_PROBLEM REQUIREMENTS:_ Scan the data below for lines holding the word "leaves", and copy each line found.

(Collected data)
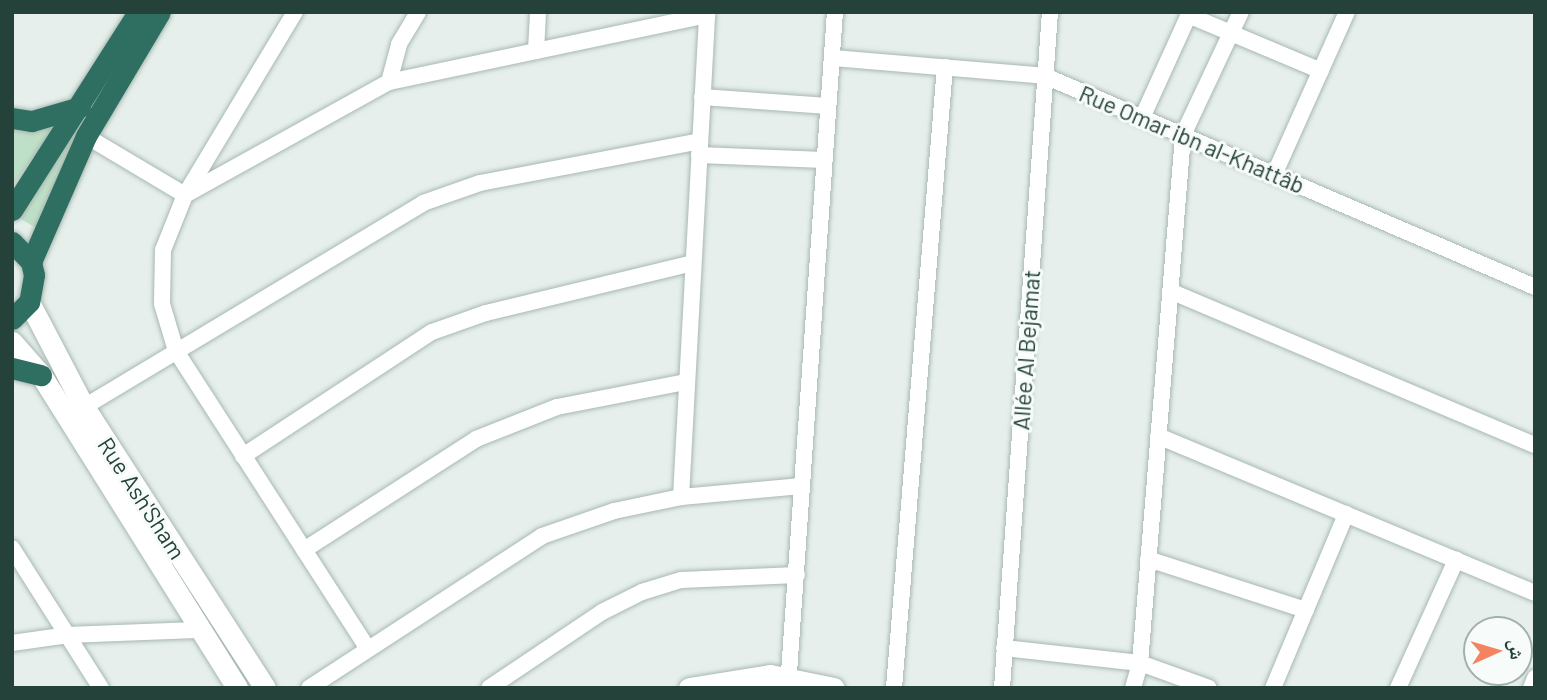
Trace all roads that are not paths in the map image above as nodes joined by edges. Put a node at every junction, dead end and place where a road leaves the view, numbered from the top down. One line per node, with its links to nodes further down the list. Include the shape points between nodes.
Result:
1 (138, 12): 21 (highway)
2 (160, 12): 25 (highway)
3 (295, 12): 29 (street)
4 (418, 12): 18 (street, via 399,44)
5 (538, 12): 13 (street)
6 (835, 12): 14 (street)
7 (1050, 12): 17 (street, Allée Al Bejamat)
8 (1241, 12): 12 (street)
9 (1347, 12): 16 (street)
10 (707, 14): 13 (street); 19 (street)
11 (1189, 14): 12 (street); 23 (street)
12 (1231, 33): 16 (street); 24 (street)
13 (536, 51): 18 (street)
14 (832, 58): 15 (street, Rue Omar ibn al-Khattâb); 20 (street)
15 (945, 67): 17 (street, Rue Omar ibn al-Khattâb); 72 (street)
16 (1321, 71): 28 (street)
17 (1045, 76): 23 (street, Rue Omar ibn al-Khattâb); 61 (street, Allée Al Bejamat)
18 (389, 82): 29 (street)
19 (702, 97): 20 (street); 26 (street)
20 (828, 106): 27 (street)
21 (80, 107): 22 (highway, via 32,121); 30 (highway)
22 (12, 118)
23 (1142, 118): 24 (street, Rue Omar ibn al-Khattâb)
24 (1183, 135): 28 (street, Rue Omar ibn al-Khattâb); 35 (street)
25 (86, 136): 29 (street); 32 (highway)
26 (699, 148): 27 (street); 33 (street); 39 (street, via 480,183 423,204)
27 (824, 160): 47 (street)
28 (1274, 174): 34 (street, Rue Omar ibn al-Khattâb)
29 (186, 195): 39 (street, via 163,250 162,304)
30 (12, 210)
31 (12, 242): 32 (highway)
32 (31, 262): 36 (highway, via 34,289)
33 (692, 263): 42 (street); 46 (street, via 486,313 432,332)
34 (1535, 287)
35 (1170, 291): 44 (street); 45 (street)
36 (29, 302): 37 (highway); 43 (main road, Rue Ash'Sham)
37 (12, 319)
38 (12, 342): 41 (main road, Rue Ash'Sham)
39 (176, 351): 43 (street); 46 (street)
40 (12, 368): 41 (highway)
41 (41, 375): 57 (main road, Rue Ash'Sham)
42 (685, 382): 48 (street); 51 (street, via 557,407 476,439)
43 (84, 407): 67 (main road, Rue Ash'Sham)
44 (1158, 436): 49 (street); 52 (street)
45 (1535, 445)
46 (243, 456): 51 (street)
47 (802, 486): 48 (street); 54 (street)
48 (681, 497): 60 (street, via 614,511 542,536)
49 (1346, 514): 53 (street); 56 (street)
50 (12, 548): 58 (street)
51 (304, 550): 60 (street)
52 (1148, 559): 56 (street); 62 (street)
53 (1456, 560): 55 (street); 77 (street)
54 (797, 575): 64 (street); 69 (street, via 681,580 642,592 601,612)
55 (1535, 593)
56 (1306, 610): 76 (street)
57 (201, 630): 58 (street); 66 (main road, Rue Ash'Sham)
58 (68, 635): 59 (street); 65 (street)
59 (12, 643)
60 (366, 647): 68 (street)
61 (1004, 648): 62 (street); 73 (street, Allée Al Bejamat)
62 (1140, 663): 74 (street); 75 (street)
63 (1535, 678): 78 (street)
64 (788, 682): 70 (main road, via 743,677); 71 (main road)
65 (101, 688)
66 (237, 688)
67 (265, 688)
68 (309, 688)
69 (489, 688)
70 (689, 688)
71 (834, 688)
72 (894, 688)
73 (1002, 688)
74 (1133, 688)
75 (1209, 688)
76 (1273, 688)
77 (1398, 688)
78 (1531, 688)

...

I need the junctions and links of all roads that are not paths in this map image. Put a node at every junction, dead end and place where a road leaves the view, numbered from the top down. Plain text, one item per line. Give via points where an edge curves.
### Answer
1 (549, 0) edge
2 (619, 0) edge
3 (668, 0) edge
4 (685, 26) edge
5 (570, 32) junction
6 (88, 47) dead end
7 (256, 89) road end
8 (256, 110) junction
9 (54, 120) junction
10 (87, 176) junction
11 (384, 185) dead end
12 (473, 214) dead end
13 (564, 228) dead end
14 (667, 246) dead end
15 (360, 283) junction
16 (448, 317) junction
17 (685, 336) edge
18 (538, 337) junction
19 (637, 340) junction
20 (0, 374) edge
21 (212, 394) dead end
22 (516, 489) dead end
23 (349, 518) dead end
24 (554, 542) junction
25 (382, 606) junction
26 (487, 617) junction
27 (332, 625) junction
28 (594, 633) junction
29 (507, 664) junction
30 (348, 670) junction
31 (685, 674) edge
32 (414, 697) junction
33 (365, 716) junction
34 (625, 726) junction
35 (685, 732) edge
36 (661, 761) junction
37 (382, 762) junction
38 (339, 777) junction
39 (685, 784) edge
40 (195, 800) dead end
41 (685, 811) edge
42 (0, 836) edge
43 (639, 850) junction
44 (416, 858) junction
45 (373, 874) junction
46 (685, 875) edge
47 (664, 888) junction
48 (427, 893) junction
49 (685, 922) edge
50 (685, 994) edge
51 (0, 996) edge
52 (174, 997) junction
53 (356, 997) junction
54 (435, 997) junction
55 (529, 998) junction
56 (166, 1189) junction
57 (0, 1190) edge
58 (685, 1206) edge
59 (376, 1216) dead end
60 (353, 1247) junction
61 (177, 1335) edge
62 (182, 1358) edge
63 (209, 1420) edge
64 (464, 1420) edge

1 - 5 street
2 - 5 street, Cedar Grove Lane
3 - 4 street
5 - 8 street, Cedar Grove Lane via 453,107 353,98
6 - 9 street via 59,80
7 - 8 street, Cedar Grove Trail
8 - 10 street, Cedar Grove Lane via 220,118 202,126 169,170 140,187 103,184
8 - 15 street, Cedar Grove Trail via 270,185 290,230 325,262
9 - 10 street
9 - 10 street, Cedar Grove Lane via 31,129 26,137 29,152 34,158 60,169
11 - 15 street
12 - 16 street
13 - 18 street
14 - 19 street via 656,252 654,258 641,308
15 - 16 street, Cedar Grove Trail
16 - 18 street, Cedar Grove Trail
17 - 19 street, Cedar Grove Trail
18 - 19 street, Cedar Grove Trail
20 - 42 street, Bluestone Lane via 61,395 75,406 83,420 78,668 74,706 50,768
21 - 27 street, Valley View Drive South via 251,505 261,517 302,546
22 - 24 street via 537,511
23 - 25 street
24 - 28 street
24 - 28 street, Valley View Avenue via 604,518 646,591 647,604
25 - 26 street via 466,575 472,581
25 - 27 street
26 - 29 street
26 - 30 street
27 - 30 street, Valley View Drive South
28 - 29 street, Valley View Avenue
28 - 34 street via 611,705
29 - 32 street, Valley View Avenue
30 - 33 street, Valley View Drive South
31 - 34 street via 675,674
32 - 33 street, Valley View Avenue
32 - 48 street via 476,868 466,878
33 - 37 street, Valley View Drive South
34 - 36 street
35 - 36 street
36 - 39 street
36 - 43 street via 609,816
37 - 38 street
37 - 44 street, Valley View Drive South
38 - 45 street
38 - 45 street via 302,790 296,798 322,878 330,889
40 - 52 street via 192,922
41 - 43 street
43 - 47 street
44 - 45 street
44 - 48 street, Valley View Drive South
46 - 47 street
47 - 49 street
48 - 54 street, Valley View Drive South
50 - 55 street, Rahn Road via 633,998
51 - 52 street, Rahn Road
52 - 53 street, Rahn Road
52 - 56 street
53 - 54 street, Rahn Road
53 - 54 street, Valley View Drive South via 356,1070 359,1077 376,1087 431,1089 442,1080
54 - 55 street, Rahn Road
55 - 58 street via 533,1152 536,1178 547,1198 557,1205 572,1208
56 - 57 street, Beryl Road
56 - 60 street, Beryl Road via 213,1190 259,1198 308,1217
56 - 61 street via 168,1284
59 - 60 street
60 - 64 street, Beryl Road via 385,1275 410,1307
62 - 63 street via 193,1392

_ANSWER FOR THE TASK:_
Trace all roads that are not paths in the map image above as nodes joined by edges. Put a node at every junction, dead end and place where a road leaves the view, numbered from the top down. One line per node, with its links to nodes further down the list. Include the shape points between nodes.
I need the junctions and links of all roads that are not paths in this map image. Put a node at every junction, dead end and place where a road leaves the view, numbered from the top down. Plain text, one item per line. Give via points where an edge curves.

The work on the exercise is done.